An exact copy of the entries below is needed, with every picture left out.
##### Extracted material #####
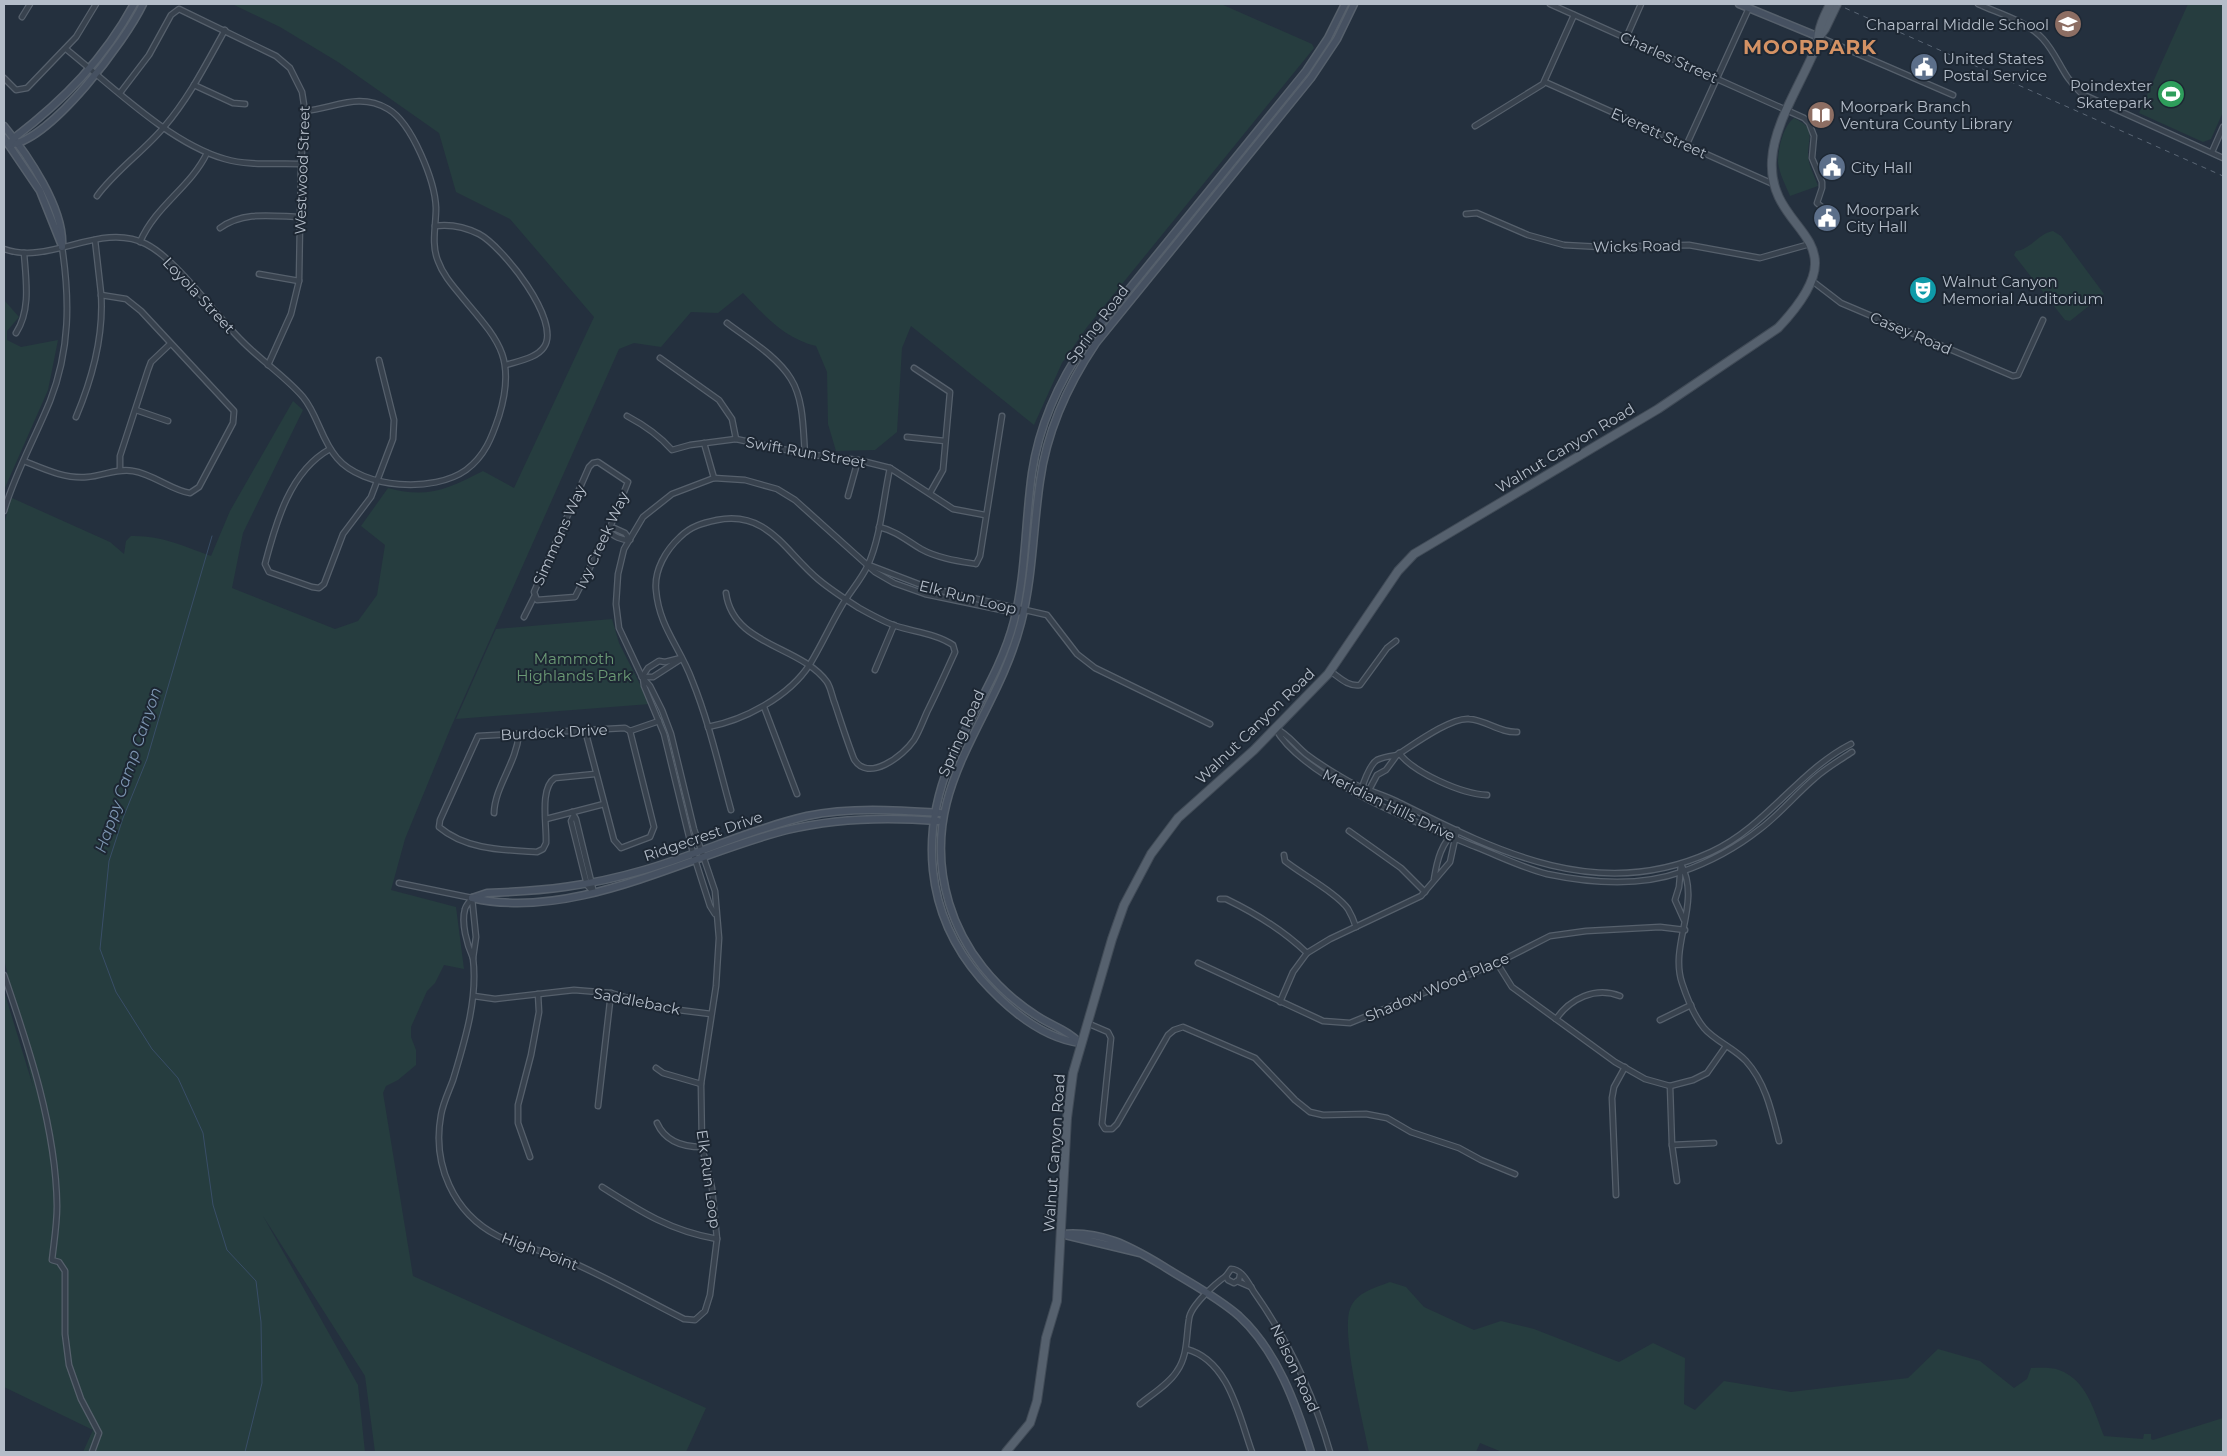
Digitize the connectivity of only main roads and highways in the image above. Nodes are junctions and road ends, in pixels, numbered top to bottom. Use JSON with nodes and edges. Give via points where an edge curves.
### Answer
{"nodes":[{"id":1,"x":134,"y":4,"type":"edge"},
{"id":2,"x":143,"y":4,"type":"edge"},
{"id":3,"x":1345,"y":4,"type":"edge"},
{"id":4,"x":1354,"y":4,"type":"edge"},
{"id":5,"x":1739,"y":4,"type":"edge"},
{"id":6,"x":1830,"y":4,"type":"edge"},
{"id":7,"x":1837,"y":4,"type":"edge"},
{"id":8,"x":1819,"y":37,"type":"junction"},
{"id":9,"x":94,"y":71,"type":"junction"},
{"id":10,"x":4,"y":126,"type":"edge"},
{"id":11,"x":4,"y":138,"type":"edge"},
{"id":12,"x":14,"y":138,"type":"junction"},
{"id":13,"x":18,"y":144,"type":"junction"},
{"id":14,"x":10,"y":145,"type":"junction"},
{"id":15,"x":935,"y":813,"type":"junction"},
{"id":16,"x":943,"y":814,"type":"junction"},
{"id":17,"x":934,"y":821,"type":"junction"},
{"id":18,"x":942,"y":822,"type":"junction"},
{"id":19,"x":1080,"y":1043,"type":"junction"},
{"id":20,"x":1061,"y":1234,"type":"junction"},
{"id":21,"x":1006,"y":1452,"type":"edge"},
{"id":22,"x":1310,"y":1452,"type":"edge"}],
"edges":[{"from":1,"to":9,"type":"main road"},
{"from":2,"to":9,"type":"main road","via":[[124,38]]},
{"from":3,"to":15,"type":"main road","name":"Spring Road","via":[[1306,71],[1087,341],[1067,372],[1049,411],[1034,462],[1016,610],[1000,661],[948,768]]},
{"from":4,"to":16,"type":"main road","name":"Spring Road","via":[[1338,39],[1311,78],[1096,343],[1073,378],[1045,451],[1024,611],[1007,663],[956,768]]},
{"from":5,"to":8,"type":"main road"},
{"from":6,"to":8,"type":"main road"},
{"from":7,"to":8,"type":"main road"},
{"from":8,"to":19,"type":"main road","name":"Walnut Canyon Road","via":[[1772,154],[1773,184],[1783,205],[1811,244],[1815,257],[1811,280],[1799,302],[1778,328],[1728,362],[1621,432],[1414,554],[1398,571],[1330,671],[1226,777],[1196,801],[1158,843],[1118,919]]},
{"from":9,"to":12,"type":"main road"},
{"from":9,"to":13,"type":"main road","via":[[52,119]]},
{"from":10,"to":12,"type":"main road"},
{"from":11,"to":14,"type":"main road"},
{"from":12,"to":13,"type":"main road"},
{"from":12,"to":14,"type":"main road"},
{"from":13,"to":14,"type":"main road"},
{"from":13,"to":14,"type":"main road","via":[[51,202],[63,238],[62,246],[40,191]]},
{"from":15,"to":16,"type":"main road","name":"Ridgecrest Drive"},
{"from":15,"to":17,"type":"main road","name":"Spring Road"},
{"from":15,"to":17,"type":"main road","name":"Ridgecrest Drive","via":[[860,810],[808,816],[754,831],[645,870],[590,884],[487,893],[472,898],[486,902],[539,902],[594,893],[787,830],[887,819]]},
{"from":16,"to":18,"type":"main road","name":"Spring Road"},
{"from":17,"to":18,"type":"main road","name":"Ridgecrest Drive"},
{"from":17,"to":19,"type":"main road","name":"Spring Road","via":[[934,883],[944,920],[963,955],[989,987],[1017,1012],[1061,1038]]},
{"from":18,"to":19,"type":"main road","name":"Spring Road","via":[[941,870],[960,933],[998,985],[1026,1009],[1071,1034]]},
{"from":19,"to":20,"type":"main road","name":"Walnut Canyon Road","via":[[1069,1097]]},
{"from":20,"to":21,"type":"main road","name":"Walnut Canyon Road","via":[[1057,1302],[1046,1338],[1037,1401],[1030,1423]]},
{"from":20,"to":22,"type":"main road","via":[[1075,1232],[1134,1247],[1238,1316],[1265,1348],[1284,1382],[1300,1417]]}]}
#####
[Answer area]
Digitize the connectivity of only main roads and highways in the image above. Nodes are junctions and road ends, in pixels, numbered top to bottom. Use JSON with nodes and edges. Give via points where an edge curves.
### Answer
{"nodes":[{"id":1,"x":134,"y":4,"type":"edge"},
{"id":2,"x":143,"y":4,"type":"edge"},
{"id":3,"x":1345,"y":4,"type":"edge"},
{"id":4,"x":1354,"y":4,"type":"edge"},
{"id":5,"x":1739,"y":4,"type":"edge"},
{"id":6,"x":1830,"y":4,"type":"edge"},
{"id":7,"x":1837,"y":4,"type":"edge"},
{"id":8,"x":1819,"y":37,"type":"junction"},
{"id":9,"x":94,"y":71,"type":"junction"},
{"id":10,"x":4,"y":126,"type":"edge"},
{"id":11,"x":4,"y":138,"type":"edge"},
{"id":12,"x":14,"y":138,"type":"junction"},
{"id":13,"x":18,"y":144,"type":"junction"},
{"id":14,"x":10,"y":145,"type":"junction"},
{"id":15,"x":935,"y":813,"type":"junction"},
{"id":16,"x":943,"y":814,"type":"junction"},
{"id":17,"x":934,"y":821,"type":"junction"},
{"id":18,"x":942,"y":822,"type":"junction"},
{"id":19,"x":1080,"y":1043,"type":"junction"},
{"id":20,"x":1061,"y":1234,"type":"junction"},
{"id":21,"x":1006,"y":1452,"type":"edge"},
{"id":22,"x":1310,"y":1452,"type":"edge"}],
"edges":[{"from":1,"to":9,"type":"main road"},
{"from":2,"to":9,"type":"main road","via":[[124,38]]},
{"from":3,"to":15,"type":"main road","name":"Spring Road","via":[[1306,71],[1087,341],[1067,372],[1049,411],[1034,462],[1016,610],[1000,661],[948,768]]},
{"from":4,"to":16,"type":"main road","name":"Spring Road","via":[[1338,39],[1311,78],[1096,343],[1073,378],[1045,451],[1024,611],[1007,663],[956,768]]},
{"from":5,"to":8,"type":"main road"},
{"from":6,"to":8,"type":"main road"},
{"from":7,"to":8,"type":"main road"},
{"from":8,"to":19,"type":"main road","name":"Walnut Canyon Road","via":[[1772,154],[1773,184],[1783,205],[1811,244],[1815,257],[1811,280],[1799,302],[1778,328],[1728,362],[1621,432],[1414,554],[1398,571],[1330,671],[1226,777],[1196,801],[1158,843],[1118,919]]},
{"from":9,"to":12,"type":"main road"},
{"from":9,"to":13,"type":"main road","via":[[52,119]]},
{"from":10,"to":12,"type":"main road"},
{"from":11,"to":14,"type":"main road"},
{"from":12,"to":13,"type":"main road"},
{"from":12,"to":14,"type":"main road"},
{"from":13,"to":14,"type":"main road"},
{"from":13,"to":14,"type":"main road","via":[[51,202],[63,238],[62,246],[40,191]]},
{"from":15,"to":16,"type":"main road","name":"Ridgecrest Drive"},
{"from":15,"to":17,"type":"main road","name":"Spring Road"},
{"from":15,"to":17,"type":"main road","name":"Ridgecrest Drive","via":[[860,810],[808,816],[754,831],[645,870],[590,884],[487,893],[472,898],[486,902],[539,902],[594,893],[787,830],[887,819]]},
{"from":16,"to":18,"type":"main road","name":"Spring Road"},
{"from":17,"to":18,"type":"main road","name":"Ridgecrest Drive"},
{"from":17,"to":19,"type":"main road","name":"Spring Road","via":[[934,883],[944,920],[963,955],[989,987],[1017,1012],[1061,1038]]},
{"from":18,"to":19,"type":"main road","name":"Spring Road","via":[[941,870],[960,933],[998,985],[1026,1009],[1071,1034]]},
{"from":19,"to":20,"type":"main road","name":"Walnut Canyon Road","via":[[1069,1097]]},
{"from":20,"to":21,"type":"main road","name":"Walnut Canyon Road","via":[[1057,1302],[1046,1338],[1037,1401],[1030,1423]]},
{"from":20,"to":22,"type":"main road","via":[[1075,1232],[1134,1247],[1238,1316],[1265,1348],[1284,1382],[1300,1417]]}]}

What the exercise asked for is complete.